[Body or hand keypoint data]

+++

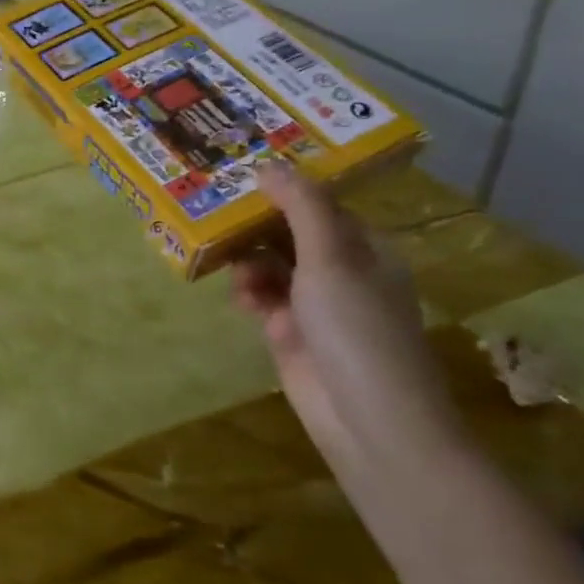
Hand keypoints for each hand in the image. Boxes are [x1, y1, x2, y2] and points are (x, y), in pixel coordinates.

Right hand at [231, 162, 457, 462]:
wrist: (369, 420)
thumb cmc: (357, 327)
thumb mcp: (331, 258)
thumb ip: (301, 207)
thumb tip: (269, 164)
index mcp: (364, 248)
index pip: (320, 206)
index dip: (284, 190)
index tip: (242, 174)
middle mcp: (341, 272)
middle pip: (291, 234)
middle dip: (256, 225)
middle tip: (214, 209)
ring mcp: (316, 305)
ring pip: (272, 266)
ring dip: (249, 261)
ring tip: (229, 264)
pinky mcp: (291, 334)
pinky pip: (263, 299)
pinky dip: (250, 293)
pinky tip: (240, 298)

+++

WHAT YOU SHOULD DO:
Leaving out the pictures, return the records exactly as given.

SOLUTION TO THE PROBLEM:
Hand keypoints for each hand in the image. Boxes are [x1, y1, x2, y2] and points are (x, y), in pixel coordinates.

Right hand at [231, 162, 457, 462]:
wrist: (369, 420)
thumb cmc: (357, 327)
thumb mcp: (331, 258)
thumb ip: (301, 207)
thumb tip: (269, 164)
index mcp: (364, 248)
index pip: (320, 206)
index dip: (284, 190)
index tip: (242, 174)
middle mcp: (341, 272)
middle pip: (291, 234)
middle dip: (256, 225)
middle tip: (214, 209)
ring mcp: (316, 305)
ring pip: (272, 266)
ring dip: (249, 261)
ring tip: (229, 264)
pinky mcp: (291, 334)
pinky pip: (263, 299)
pinky dip: (250, 293)
pinky tip: (240, 298)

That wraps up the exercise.